Greenpeace heeft CE Delft gevraagd om aan de hand van openbare gegevens de koolstofintensiteit te berekenen van sectoren die aan de EU ETS deelnemen. Middels een top-down-aanpak zijn vier industriële sectoren onderzocht (raffinaderijen, petrochemie, kunstmest, ijzer en staal), die samen het grootste deel van de Nederlandse industriële uitstoot voor hun rekening nemen. De koolstofintensiteit van deze sectoren is vergeleken met die van hun tegenhangers in andere landen.

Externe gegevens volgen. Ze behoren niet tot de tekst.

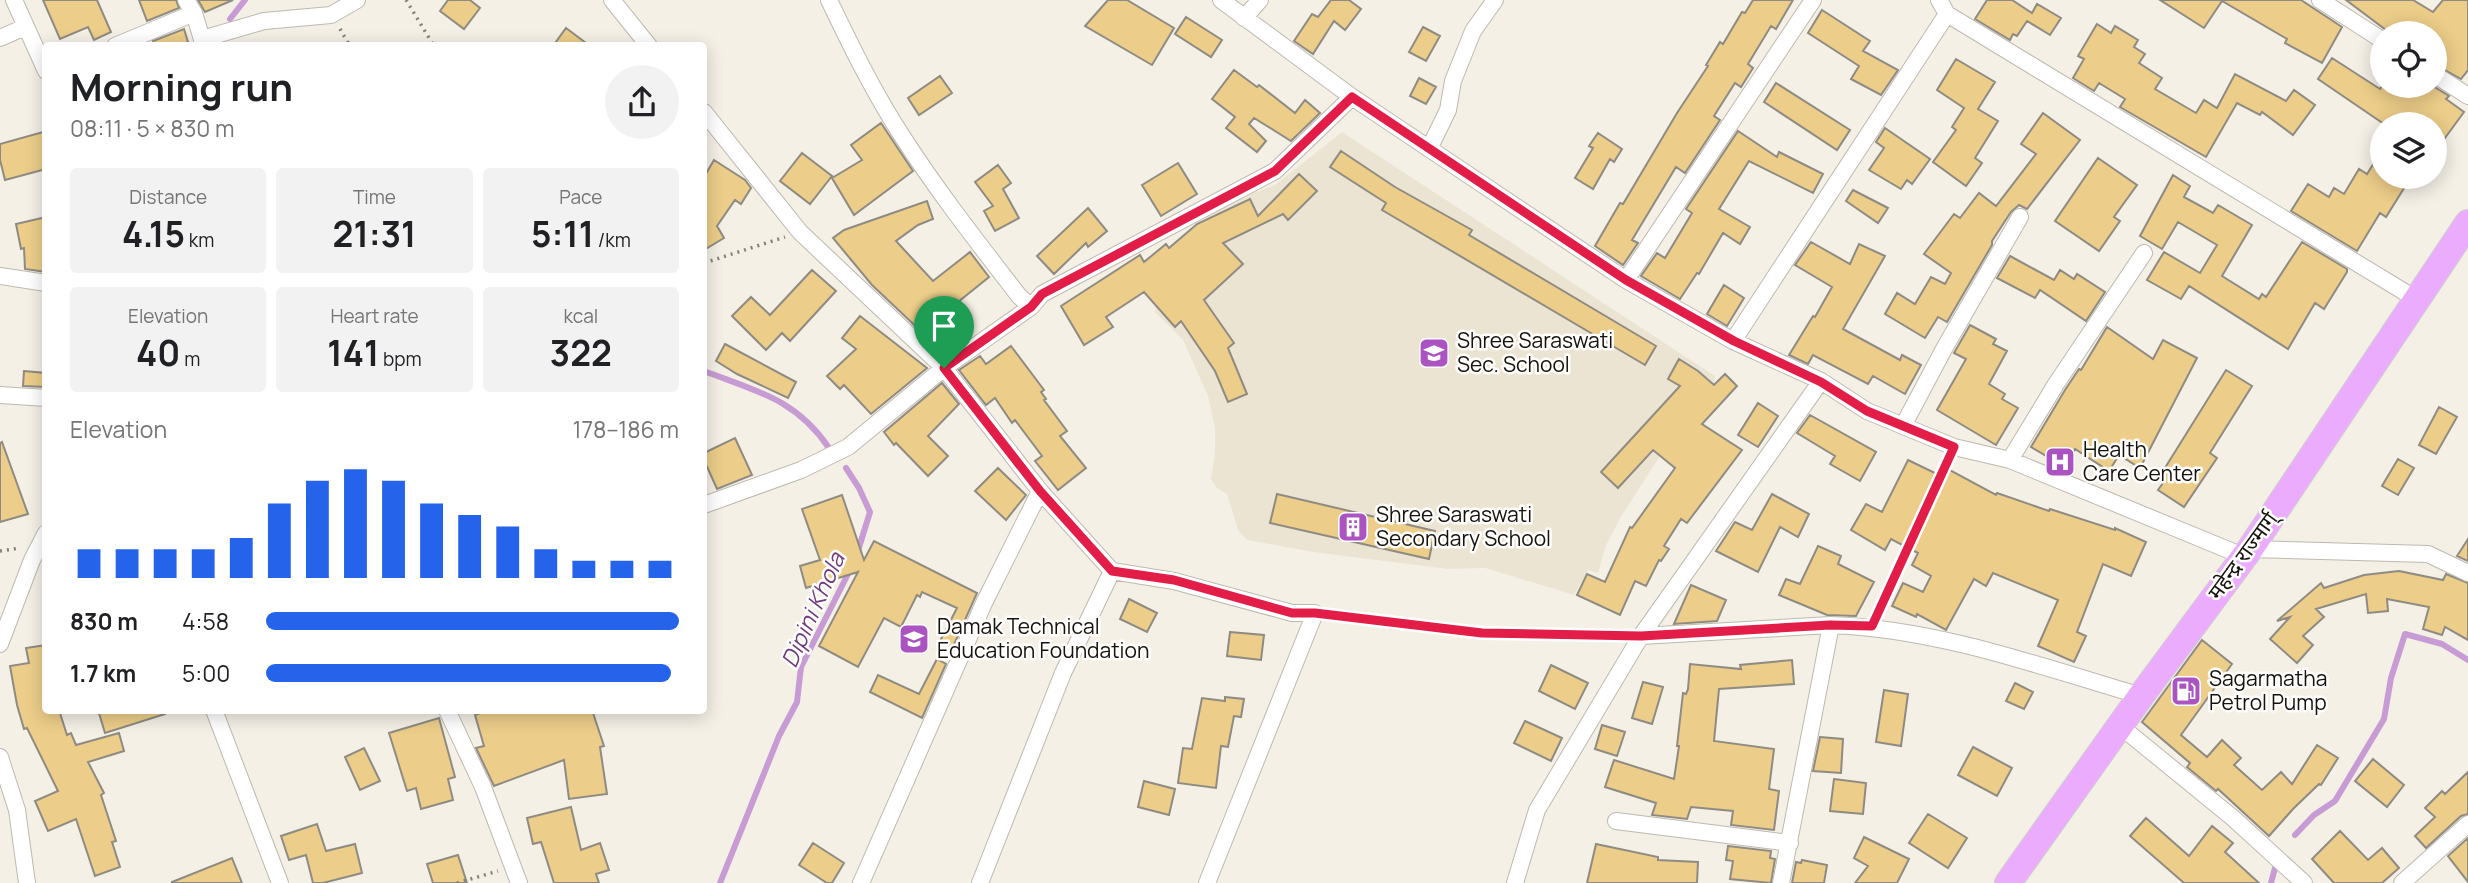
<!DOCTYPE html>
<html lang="en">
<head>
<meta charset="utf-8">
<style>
	body { margin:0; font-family:Manrope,"Noto Sans Devanagari",sans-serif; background:#f2f2f2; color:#202124; height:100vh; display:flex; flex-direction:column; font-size:26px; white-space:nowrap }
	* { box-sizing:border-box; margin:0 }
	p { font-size:23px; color:#757577 }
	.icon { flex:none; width:38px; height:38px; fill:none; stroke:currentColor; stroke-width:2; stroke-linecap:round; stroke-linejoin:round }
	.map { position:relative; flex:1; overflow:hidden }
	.panel { position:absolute; left:42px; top:42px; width:665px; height:672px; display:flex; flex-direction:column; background:#fff; border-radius:7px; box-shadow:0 4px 18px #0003 }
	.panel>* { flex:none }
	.tools { position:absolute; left:2370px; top:21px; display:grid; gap:14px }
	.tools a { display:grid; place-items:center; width:77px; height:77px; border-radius:50%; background:#fff; box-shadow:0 4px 18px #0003; font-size:35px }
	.pin { position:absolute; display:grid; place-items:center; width:60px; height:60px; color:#fff; margin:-72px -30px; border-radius:50% 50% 50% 0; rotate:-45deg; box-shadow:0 0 7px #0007 }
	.pin .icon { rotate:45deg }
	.round { display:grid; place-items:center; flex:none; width:74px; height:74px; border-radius:37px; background:#f2f2f2 }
	.head { display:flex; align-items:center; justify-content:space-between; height:119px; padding:0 28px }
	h1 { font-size:38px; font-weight:700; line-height:52px }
	.metrics { display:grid; grid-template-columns:repeat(3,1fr); gap:10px; height:119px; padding:7px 28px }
	.metrics div { display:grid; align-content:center; border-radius:7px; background:#f2f2f2; text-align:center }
	.metrics b { font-size:35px; font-weight:700 }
	.metrics small { font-size:19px; font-weight:400 }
	.metrics p { font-size:19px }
	.chart { height:196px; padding:14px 28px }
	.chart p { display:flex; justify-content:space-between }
	.chart svg { width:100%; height:126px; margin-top:7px; stroke:#2563eb; stroke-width:6 }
	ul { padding:0 28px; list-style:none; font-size:23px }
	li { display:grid; grid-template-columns:112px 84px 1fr; align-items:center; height:52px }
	li i { height:18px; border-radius:9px; background:#2563eb }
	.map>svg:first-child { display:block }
	.built { fill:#ece4d3 }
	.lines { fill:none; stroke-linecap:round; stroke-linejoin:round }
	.stream { stroke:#c79bd3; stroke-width:6 }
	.building { fill:#eccd89; stroke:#8f8b82; stroke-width:2 }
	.minor-casing { stroke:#beb9af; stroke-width:18 }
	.trunk-casing { stroke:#d0d0cf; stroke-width:28 }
	.path { stroke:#84817a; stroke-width:3.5; stroke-dasharray:2 5; stroke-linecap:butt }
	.minor { stroke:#fff; stroke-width:16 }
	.trunk { stroke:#ecacfe; stroke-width:26 }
	.route-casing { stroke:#fff; stroke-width:14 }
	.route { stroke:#e11d48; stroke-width:9 }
	.labels { text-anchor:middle; stroke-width:5; stroke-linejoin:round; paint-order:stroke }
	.poi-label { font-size:21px; fill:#13120e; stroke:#fffefc; text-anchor:start }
	.street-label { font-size:21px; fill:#13120e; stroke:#fffefc }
	.water-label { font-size:23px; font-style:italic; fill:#703a7e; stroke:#fffefc }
</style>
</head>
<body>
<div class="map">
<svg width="2468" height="883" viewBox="0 0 2468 883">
	<rect width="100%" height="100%" fill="#f5f0e6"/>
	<path class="built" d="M1342,132l373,244 -1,8 -43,55 -49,76 -16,30 -8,28 -10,-3 -14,25 -89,-27 -37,1 -135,-17 -66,-12 -9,-10 -11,-36 -10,-6 -6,-9 4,-26v-25l-7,-32 -25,-56 -28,-28 1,-5 67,-59 -20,-34 25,-12 47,-17z"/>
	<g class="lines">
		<path class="stream" d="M230,19l15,-19
			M220,42l2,4
			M704,371c52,20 92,28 125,77
			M846,468l13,20 11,24 -13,42
			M2295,835l19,-20 21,-14 49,-82 7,-41 14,-44 37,10 26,16
			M720,883l59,-147 18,-34 4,-35 49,-97
			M2271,883l4,-15"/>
	</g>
	<path class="building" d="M43,0h54l14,32 -17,8 -6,-13 -28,12z
		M139,0h37l3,8 -32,13z
		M198,0h35l-28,12z
		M448,0h22l10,8 -16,21 -24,-18z
		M1108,0h19l47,28 -22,37 -67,-39z
		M1331,0h18l12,9 -16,21 -11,-9 -21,33 -19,-13 18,-27 6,3z
		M1753,0h40l-17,29 -5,-3 -23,38 5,4 -12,19 -6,-4 -21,33 6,4 -35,53 -9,-6 -44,73 6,3 -15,22 -28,-19 25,-43 3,1 54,-91 31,-47 -2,-1 14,-23 3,2 19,-32 3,1z
		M1987,0h25l20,13 5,-9 24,14 -11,17 -23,-14 -10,15 -4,-2 -3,6 -35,-21z
		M2160,0h141l41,27 -20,36 -37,-20 2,-4 -65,-38 -18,27z
		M2346,0h67l20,12 10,-12h25v70l-7,9 -27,-15v-31h-44z
		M1822,10l48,31 -7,10 35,19 -17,25 -30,-16 8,-13 -51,-33z
		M1186,17l36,23 -11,17 -36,-23z
		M2097,24l14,9 4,-7 23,14 -4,7 11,7 -6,9 23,15 -7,11 41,24 8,-13 13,8 18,-34 51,27 8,-11 21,15 -22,30 -31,-23 -2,3 -23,-12 -31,54 -86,-50 5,-8 -26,-16 -5,8 -21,-13 11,-19 -6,-3z
		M1423,27l17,9 -14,25 -17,-9z
		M566,28l24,18h-37z
		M184,29l4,13 -10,4h-23l-2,-5z
		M2332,58l48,31 2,-3h51l16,10 -3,3 18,13 -30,41v-29h-50l-66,-45z
		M1956,59l39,23 -17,27 20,12 -23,37 7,5 -16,23 -33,-24 23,-32 -4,-3 12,-19 -27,-18z
		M1234,70l23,17 2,-2 36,28 10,-13 15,13 -29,28 -37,-23 -5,6 17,17 -9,11 -31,-24 9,-11 -23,-18z
		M940,76l12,17 -33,22 -11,-17z
		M1419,78l17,9 -10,17 -16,-8z
		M1776,83l74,47 -13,20 -73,-48z
		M2043,113l37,27 -53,69 -8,-4 -8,7 -19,29v4l-45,77 -9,-5 -13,21 -40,-24 12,-21 18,11 16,-27 14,7 6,-11 -27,-19 30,-40 6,4 19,-25 17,13 40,-52 -15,-10z
		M881,123l32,48 -59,44 -22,-37 30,-18 -11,-15z
		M1885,128l45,31 -18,25 -5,-4 -6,9 -32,-19 15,-22 -8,-6z
		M1738,131l39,26 2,-5 44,22 -10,19 -64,-32 -30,48 31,18 -10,17 -17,-11 -24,41 -2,-1 -17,26 -39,-23 16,-23 8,5 27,-45 -6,-4z
		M43,132l3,37 -41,11 -5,-20v-16z
		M1598,133l24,16 -8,13 -4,-3 -17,30 -18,-11 18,-30 -4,-2z
		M2382,150v27h29l-25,40 -6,-4 -23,38 -66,-40 17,-27 21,13 5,-9 10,6 15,-25 8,5z
		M1341,151l54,36 77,43 -3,5 187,111 -11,19 -263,-155 4,-7 -56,-36z
		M802,153l30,23 -22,28 -30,-23z
		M2098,158l39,27 -23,32 6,4 -21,30 -44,-30z
		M714,160l31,20 6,8 -10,16 -6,-4 -18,26 7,12 -20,12v-73z
		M1178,163l19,31 -36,22 -19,-31z
		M998,165l13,18 -8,6 16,29 -24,13 -11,-20 9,-5 -18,-24z
		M1299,174l18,17 -29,29 -5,-6 -60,29 20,21 -39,36 30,43 -6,5 19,46 -19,8 -13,-31 -34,-50 -6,6 -31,-35 -38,25 7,10 -29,18 -23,-39 79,-51 4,7 22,-18 3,4 28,-24 53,-25 8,17z
		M2173,175l17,11 -6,11 29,16 5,-8 34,20 -30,51 37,23 3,-5 4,3 36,-55 45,27v3l-23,37 -9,-6 -27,46 -99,-63 -8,13 -34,-19 17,-28 36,21 17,-28 -39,-23 -16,27 -22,-13z
		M1853,190l35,18 -10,15 -32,-22z
		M927,201l6,18 -15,6 -22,16 37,40 37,-29 19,25 -42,34 21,28 -23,15 -73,-69 -39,-47 11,-8z
		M1088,208l19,23 -19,16 -2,-4 -32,31 -17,-18z
		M46,217v55l-21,-3 -1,-21 -3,1 -5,-25z
		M1811,242l39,22 9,-20 26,12 -42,73 57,31 2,-5 19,10 -16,29 -32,-18 -5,8 -55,-29 -5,9 -19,-9 24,-39 2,1 17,-30 -37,-22z
		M2010,256l44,24 6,-10 14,9 3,-5 28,18 -19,29 -46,-31 -5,8 -38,-20z
		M812,270l24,21 -46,50 -8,-8 -16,17 -34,-34 19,-19 19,18z
		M1724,285l20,13 -17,28 -20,-12z
		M860,316l67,52 -56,46 -27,-29 -4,4 -13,-13 29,-27 -14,-11z
		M1970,325l26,14 -3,5 14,7 -18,33 16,10 -3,5 16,9 -22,37 -59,-35 29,-51 -12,-6z
		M2107,327l46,32 10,-19 34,18 -57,110 -21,-13 -10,16 -34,-22 -10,18 -34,-20 34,-57 14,-21 2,1z
		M725,344l71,38 -8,16 -51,-24 -21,-13z
		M1011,346l33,44 -3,2 5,7 -2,1 23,31 -7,5 26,32 -28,22 -23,-29 7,-5 -27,-36 -3,3 -17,-25 -9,7 -27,-35 21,-14 6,8z
		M1679,359l19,12 16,14 11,-11 12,12 -35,38 40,26 -55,73 -6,-4 -17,27 5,3 -8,12 -2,-1 -13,26 -11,-5 -15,34 -43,-20 10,-21 18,8 25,-55 2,1 43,-60 -22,-18 -35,38 -17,-16 79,-86 -12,-7z
		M2226,370l26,16 -42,67 7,5 -33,49 -26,-17 5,-7 -5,-4z
		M24,371l22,2v14l-23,-1z
		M942,383l17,21 -31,32 20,20 -20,20 -32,-33 -2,2 -10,-13z
		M1758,403l20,13 -20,31 -20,-12z
		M2439,407l18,10 -21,37 -17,-9z
		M1810,415l66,37 -16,29 -30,-17 5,-8 -38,-23z
		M735,438l17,37 -35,14 -13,-29v-7z
		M2,442l26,72 -28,8v-79z
		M2398,459l16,9 -16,27 -16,-9z
		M1908,460l35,17 5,-8 48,26 1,-2 52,18 1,-2 65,21v-2l31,14 -15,34 -28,-12 -26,68 9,4 -12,26 -36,-16 20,-46 -65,-27 -7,13 -12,-7 -28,51 -29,-16 -1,3 -24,-11 11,-23 20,9 8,-16 -19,-11 6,-12 -27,-14 -6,11 -34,-20 15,-26 16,8z
		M998,468l28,27 -20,25 -31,-29z
		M1277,494l158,37 -6,28 -159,-36z
		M1772,494l37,20 -11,23 -18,-10 -22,45 -42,-21 19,-29 17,8z
		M842,495l22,65 10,-19 103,52 -24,54 -13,-6 17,-33 -35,-16 -2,5 -3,-2 -16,32 -17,-9 -26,49 -39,-21 39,-74 -52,16 -6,-22 20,-6 -18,-51z
		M2468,539v22l-11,-5z
		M1818,546l23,10 -3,8 36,18 -18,34 -29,-1 -48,-20 7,-16 14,5z
		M2399,571l44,9 3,-6 22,9v57l-23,-13 -3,8 -19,-6 6,-22 -42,-8 1,12 -20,2 -2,-19 -50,15 8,8 -21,19 10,9 -16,18 -27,-24 20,-22 -13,4 44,-38 3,5 40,-13z
		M1691,585l35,15 -9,21 -43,3z
		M1129,599l28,14 -10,19 -27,-13z
		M1230,632l34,3 -3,25 -34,-4z
		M2202,640l30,24 -51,71 26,22 15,-17 19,18 -7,7 28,25 19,-18 11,12 25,-39 21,13 -17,27 -2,-1 -26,25 -24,27 -51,-47 -2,2 -29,-24 3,-4 -48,-41z
		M46,645v65h13l8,25 4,-2 5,12 43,-12 5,18 -36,11 16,31 -3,2 15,46 -4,1 8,25 -25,9 -19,-57 -28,12 -13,-30 23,-10 -31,-63 -3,1 -7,-24 -7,-39 19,-3 -3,-15z
		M937,659l9,5 -24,54 -52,-26 8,-17 41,19z
		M1792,660l2,24 -75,5 -5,52 60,8 -5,40 10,2 -5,39 -43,-5 2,-14 -42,-4 -4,12 -35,-4 4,-12 -51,-16 9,-27 60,19 5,-33h-2l6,-53 3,1 2,-5 2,-25 51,5 -1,-4z
		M1551,665l37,18 -13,26 -36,-18z
		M1643,682l20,5 -11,37 -20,-6z
		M2015,683l18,9 -9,17 -18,-8z
		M1884,690l24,4 -7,52 -25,-4z
		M1225,697l19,2 -3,18 -7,-1 -6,31 -7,-1 -5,42 -38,-5 5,-35 9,1 10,-51 23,3z
		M98,710h67v4l-60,19z
		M488,710h104l12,36 -4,1 7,47 -38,5 -5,-39 -70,26 -18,-38 8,-2 -9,-31z
		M439,718l16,59 -7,2 5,21 -32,9 -5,-21 -9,3 -18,-58z
		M1525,721l37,17 -11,23 -37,-18z
		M1602,725l23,7 -8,24 -22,-7z
		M1820,737l23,2 -2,34 -28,-2z
		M1973,747l39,21 -15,28 -39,-21z
		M364,748l16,33 -20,9 -15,-33z
		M2373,759l31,26 -17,22 -32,-26z
		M2468,772v42l-7,2 -35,32 -11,-12 20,-19 -10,-9 17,-17 3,3z
		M1834,779l32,4 -3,31 -33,-3z
		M1144,781l31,8 -6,26 -31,-8z
		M571,807l10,43 19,-7 9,27 -13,4 3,9h-45l-13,-41 -8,2 -6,-26z
		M1928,814l39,24 -19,30 -39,-25z
		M2146,818l43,38 23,-30 21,17 -8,9 34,31h-75l-54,-47z
		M317,824l9,27 29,-7 7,29 -39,10h-10l-7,-28 -17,5 -8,-24z
		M2340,831l28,29 14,-12 17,20 -17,15h-48l-22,-24z
		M1864,837l45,22 -12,24h-42l13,-17 -14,-8z
		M2468,838v44l-20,-26z
		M813,843l31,20 -12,20h-5l-28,-18z
		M1596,844l62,13v3l40,2 -1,21h-110z
		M1728,846l43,5 -1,7 5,1 -4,24 -41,-4 3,-18 -7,-1z
		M458,855l9,28h-34l-6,-19z
		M232,858l10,25h-70v-1z
		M1802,860l25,5 -3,18h-32l4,-21 5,1z"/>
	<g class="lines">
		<g class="minor-casing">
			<path id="minor" d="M14,0l32,71
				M186,0l8,13 10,33
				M612,0l37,46
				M829,0c22,46 45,93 73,136 36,56 77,108 117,160l12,11
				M1221,0l131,97 130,87 144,96 107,61 88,40 46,30 87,36 56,13 233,96
				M1939,0l8,14 469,285
				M2320,0l62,40
				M1244,18l16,-18
				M0,38l25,-11
				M202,39l62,-18 67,-6 26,-15
				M115,46l79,-33
				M2434,74l34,22
				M704,112l96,120 144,136 96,123 -56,112 -123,280
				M1429,149l19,-39 5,-29 20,-50 22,-31
				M0,276l46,7
				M1626,280l187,-280
				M1733,341l214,-327
				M0,395l46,3
				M1903,426l42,-79 75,-130
				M2010,460l46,-76 88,-131
				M1040,491l72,80 62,10 118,32h23l-108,270
				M704,505l97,-35 47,-23 96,-79 87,-61 11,-13 233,-123 77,-74
				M2250,549l178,5 40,19
				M1641,636l190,-11
				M0,644l32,-84 14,-27
				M214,710l66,173
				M447,710l36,77 36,96
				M2120,726l113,92 71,65
				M0,757l17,53 10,73
				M1616,821l174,22
				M980,883l83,-210 49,-102
				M1515,883l22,-73 104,-174 180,-255
				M1781,883l50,-258c107,4 208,41 310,71
				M2402,883l66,-59"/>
		</g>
		<g class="trunk-casing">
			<path id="trunk" d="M2008,883l133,-187 109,-147 218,-326"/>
		</g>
		<path class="path" d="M406,0l28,46
			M340,29l10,17
			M704,263l81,-26
			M0,551l20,-3
			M1878,613l70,-151
			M1333,615l149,18 139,2
			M457,883l41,-12"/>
		<use href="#minor" class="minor"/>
		<use href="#trunk" class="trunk"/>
	</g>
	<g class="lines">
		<g class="route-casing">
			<path id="route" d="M1352,97l274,183 108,61 87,41 46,29 87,36 -82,179 -42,-1 -189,11 -159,-3 -167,-20h-23l-118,-33 -62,-9 -72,-80 -96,-123 87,-61 11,-13 233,-123z"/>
		</g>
		<use href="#route" class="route"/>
	</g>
	<defs>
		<g id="school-square" transform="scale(1.575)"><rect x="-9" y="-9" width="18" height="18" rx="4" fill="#ab54c1" stroke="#fffefc"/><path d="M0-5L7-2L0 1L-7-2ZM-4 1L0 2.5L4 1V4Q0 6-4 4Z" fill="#fff"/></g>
		<g id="hospital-square" transform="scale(1.575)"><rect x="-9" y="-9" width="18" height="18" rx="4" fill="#ab54c1" stroke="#fffefc"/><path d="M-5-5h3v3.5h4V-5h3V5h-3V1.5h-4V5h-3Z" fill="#fff"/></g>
		<g id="building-square" transform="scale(1.575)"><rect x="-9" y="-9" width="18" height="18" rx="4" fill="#ab54c1" stroke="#fffefc"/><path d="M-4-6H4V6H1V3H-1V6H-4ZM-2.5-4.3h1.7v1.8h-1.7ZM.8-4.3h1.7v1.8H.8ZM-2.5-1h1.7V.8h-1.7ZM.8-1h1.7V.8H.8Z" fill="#fff"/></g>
		<g id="fuel-square" transform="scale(1.575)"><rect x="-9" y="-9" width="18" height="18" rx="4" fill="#ab54c1" stroke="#fffefc"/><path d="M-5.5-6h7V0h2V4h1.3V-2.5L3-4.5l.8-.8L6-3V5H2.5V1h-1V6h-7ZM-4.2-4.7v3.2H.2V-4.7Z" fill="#fff"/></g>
	</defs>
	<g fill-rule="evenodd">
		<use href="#school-square" x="1434" y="353"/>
		<use href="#hospital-square" x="2060" y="462"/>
		<use href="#building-square" x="1353" y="527"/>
		<use href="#school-square" x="914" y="639"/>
		<use href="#fuel-square" x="2186" y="691"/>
	</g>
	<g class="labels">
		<g class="poi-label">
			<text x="1457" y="348">Shree Saraswati<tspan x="1457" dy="24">Sec. School</tspan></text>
			<text x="2083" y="457">Health<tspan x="2083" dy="24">Care Center</tspan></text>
			<text x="1376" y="522">Shree Saraswati<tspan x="1376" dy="24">Secondary School</tspan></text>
			<text x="937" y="634">Damak Technical<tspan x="937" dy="24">Education Foundation</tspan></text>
			<text x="2209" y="686">Sagarmatha<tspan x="2209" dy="24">Petrol Pump</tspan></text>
		</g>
		<g class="street-label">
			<text transform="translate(2243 556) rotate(-54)" y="7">महेन्द्र राज्मार्ग्</text>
		</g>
		<g class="water-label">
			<text transform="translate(813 610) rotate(-66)" y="8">Dipini Khola</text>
		</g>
	</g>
</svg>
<div class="tools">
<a><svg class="icon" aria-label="locate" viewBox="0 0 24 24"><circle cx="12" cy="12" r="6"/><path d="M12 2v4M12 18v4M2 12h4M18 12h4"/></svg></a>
<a><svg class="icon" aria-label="layers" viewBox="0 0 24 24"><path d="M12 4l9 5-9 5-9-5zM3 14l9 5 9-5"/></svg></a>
</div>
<div class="pin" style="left:944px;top:368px;background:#1e9e55"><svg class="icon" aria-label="arrive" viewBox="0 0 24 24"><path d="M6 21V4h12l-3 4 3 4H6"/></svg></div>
<section class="panel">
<div class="head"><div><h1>Morning run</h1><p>08:11 · 5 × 830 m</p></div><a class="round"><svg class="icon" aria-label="share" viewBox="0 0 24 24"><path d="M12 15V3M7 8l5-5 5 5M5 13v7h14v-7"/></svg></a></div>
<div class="metrics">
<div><p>Distance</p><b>4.15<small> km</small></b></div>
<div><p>Time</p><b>21:31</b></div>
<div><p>Pace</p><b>5:11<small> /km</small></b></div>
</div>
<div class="metrics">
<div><p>Elevation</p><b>40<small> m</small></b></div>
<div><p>Heart rate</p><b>141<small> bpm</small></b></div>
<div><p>kcal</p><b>322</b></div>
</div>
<div class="chart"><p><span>Elevation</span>178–186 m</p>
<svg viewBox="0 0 160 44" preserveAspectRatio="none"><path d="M5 44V34M15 44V34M25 44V34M35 44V34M45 44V30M55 44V18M65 44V10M75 44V6M85 44V10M95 44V18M105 44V22M115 44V26M125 44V34M135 44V38M145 44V38M155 44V38"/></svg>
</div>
<ul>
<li><b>830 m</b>4:58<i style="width:100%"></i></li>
<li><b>1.7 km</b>5:00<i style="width:98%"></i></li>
</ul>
</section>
</div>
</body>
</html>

In eerste instantie is ervan uitgegaan dat de koolstofintensiteiten in theorie gemakkelijk bepaald konden worden aan de hand van gegevens van EU ETS-regulerende instanties. Deze gegevens bleken echter vertrouwelijk en waren daarom voor ons niet beschikbaar. We stelden twee alternatieve opties vast om koolstofintensiteiten te bepalen:
Volgens de eerste methode heeft de Nederlandse petrochemische industrie over het algemeen een ongeveer gemiddelde koolstofintensiteit, terwijl de kunstmestindustrie en ijzer- en staalsector bovengemiddeld uit de bus komen. Dit kan waarschijnlijk verklaard worden, op zijn minst gedeeltelijk, door het feit dat de Nederlandse bedrijven binnen deze sectoren in de meest koolstofintensieve producten zijn gespecialiseerd. Volgens de tweede methode zijn de Nederlandse sectoren iets minder koolstofintensief dan het gemiddelde van een steekproef van Europese landen plus de Verenigde Staten, Canada, China, Japan en Zuid-Korea.